The concept of proximal thoracic curve was first proposed by Ponseti et al in 1950. Yet, the indications of proximal thoracic curve fusion and the selection of the upper instrumented vertebra are still controversial while correction of the main curvature. Currently, it is believed that the shoulder imbalance is closely related to proximal thoracic curve, and the selection of the upper fusion vertebra in this region has a direct impact on the shoulder balance and cosmetic appearance of the patients underwent deformity corrective surgery. Suk et al [6] reported that idiopathic thoracic scoliosis with a proximal thoracic curve of more than 25° and a level or elevated left shoulder should be treated with fusion of upper thoracic curve, otherwise it may lead to postoperative shoulder imbalances. However, some studies have shown that even though the surgeon can achieve the successful correction of the proximal thoracic curvature, shoulder imbalance can still remain regardless of the amount of the Cobb angle correction, which can significantly worsen the outcome of the surgery [18]. Qiu et al. [19] also pointed out that there was a high risk of postoperative shoulder imbalance when the patient with elevated left shoulder, low flexibility of upper thoracic curve, and large Cobb angle of main curvature before surgery. According to our study, scapuloplasty surgery can finally achieve shoulder balance in patients who still have shoulder imbalance after the fusion of the upper thoracic curve, which would improve the cosmetic appearance and patient satisfaction.

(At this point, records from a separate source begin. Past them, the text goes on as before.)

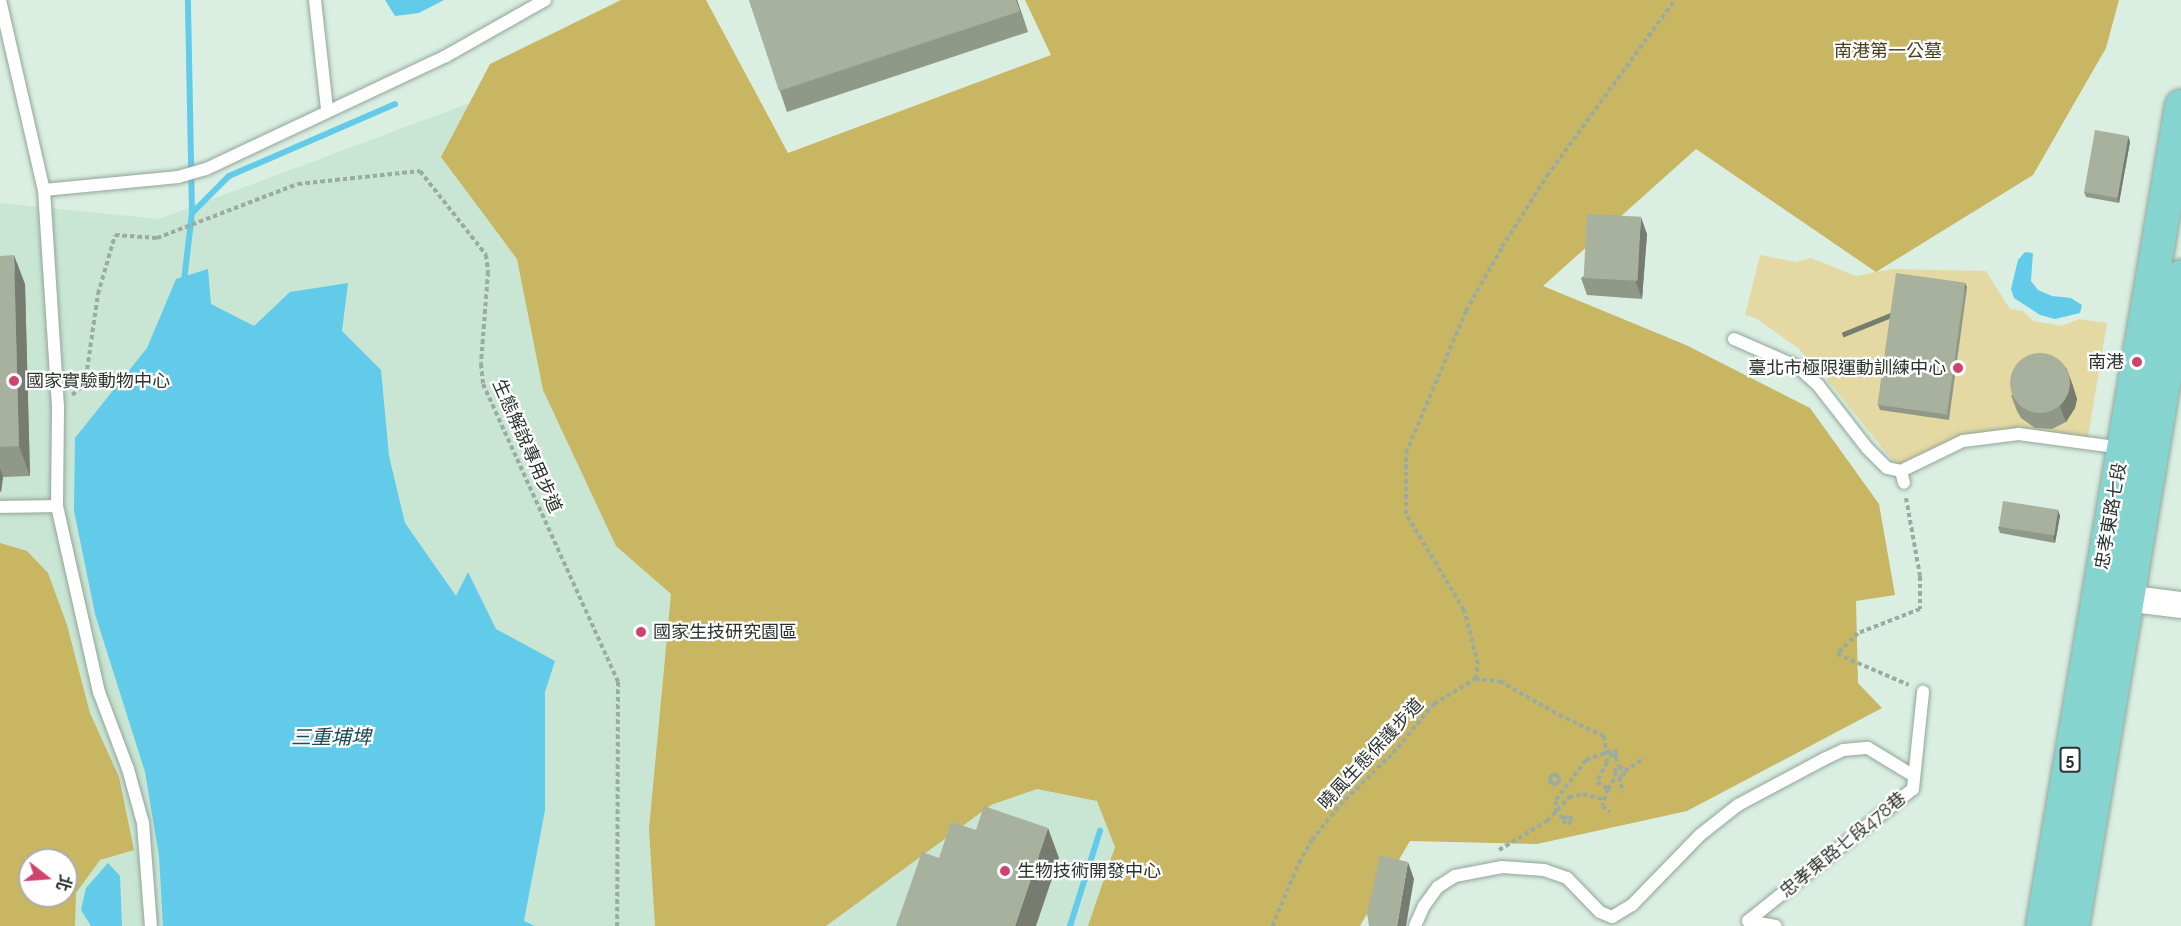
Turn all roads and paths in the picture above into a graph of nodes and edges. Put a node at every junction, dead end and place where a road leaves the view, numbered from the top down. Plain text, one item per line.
1 (0, 0) edge
2 (315, 0) edge
3 (545, 0) edge
4 (1676, 0) edge
5 (2181, 106) edge
6 (327, 110) junction
7 (44, 190) junction
8 (2181, 276) edge
9 (1734, 339) dead end
10 (58, 408) junction
11 (2123, 448) junction
12 (1903, 477) junction
13 (57, 506) junction
14 (0, 507) edge
15 (2112, 596) junction
16 (2181, 605) edge
17 (1475, 679) junction
18 (1923, 692) joint
19 (1608, 753) junction
20 (1644, 758) dead end
21 (1619, 767) junction
22 (1625, 771) junction
23 (1914, 776) junction
24 (1618, 777) junction
25 (1558, 783) dead end
26 (1564, 789) junction
27 (1608, 789) junction
28 (1623, 792) dead end
29 (1605, 800) junction
30 (1610, 812) dead end
31 (1556, 813) junction
32 (1563, 818) dead end
33 (1502, 867) junction
34 (151, 926) edge
35 (617, 926) edge
36 (1272, 926) edge
37 (1415, 926) edge
38 (1776, 926) edge
39 (2042, 926) edge
40 (2072, 926) edge

1 - 7 lane
2 - 6 lane
3 - 6 lane
4 - 17 path
5 - 11 main road, 忠孝東路七段 / 5
6 - 7 lane
7 - 10 lane
8 - 15 main road, 忠孝東路七段 / 5
9 - 12 lane
10 - 13 lane
10 - 35 path, 生態解說專用步道
11 - 12 lane
11 - 15 main road, 忠孝東路七段 / 5
12 - 18 path
13 - 14 lane
13 - 34 lane
15 - 16 street
15 - 39 main road, 忠孝東路七段 / 5
15 - 40 main road, 忠孝東路七段 / 5
17 - 19 path
17 - 36 path, 曉風生態保護步道
18 - 23 lane, 忠孝東路七段478巷
19 - 21 path
19 - 26 path
19 - 27 path
20 - 22 path
21 - 22 path
21 - 24 path
22 - 24 path
23 - 33 lane
23 - 38 lane, 忠孝東路七段478巷
24 - 27 path
24 - 28 path
25 - 26 path
26 - 31 path
27 - 29 path
29 - 30 path
29 - 31 path
31 - 32 path
31 - 33 path
33 - 37 lane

The most serious complication of scapuloplasty is the brachial plexus injury resulting from inferior displacement of the scapula. Some researchers found that children who are 8 years of age and older is more likely to suffer brachial plexus injury due to the very limited anatomy elasticity. However, all 21 patients (>8 years old)in our study had no brachial plexus injury, which mainly due to the fact that we gradually mobilized the scapula distally with a gentle force and used intraoperative somatosensory evoked potential monitoring during the traction process [10].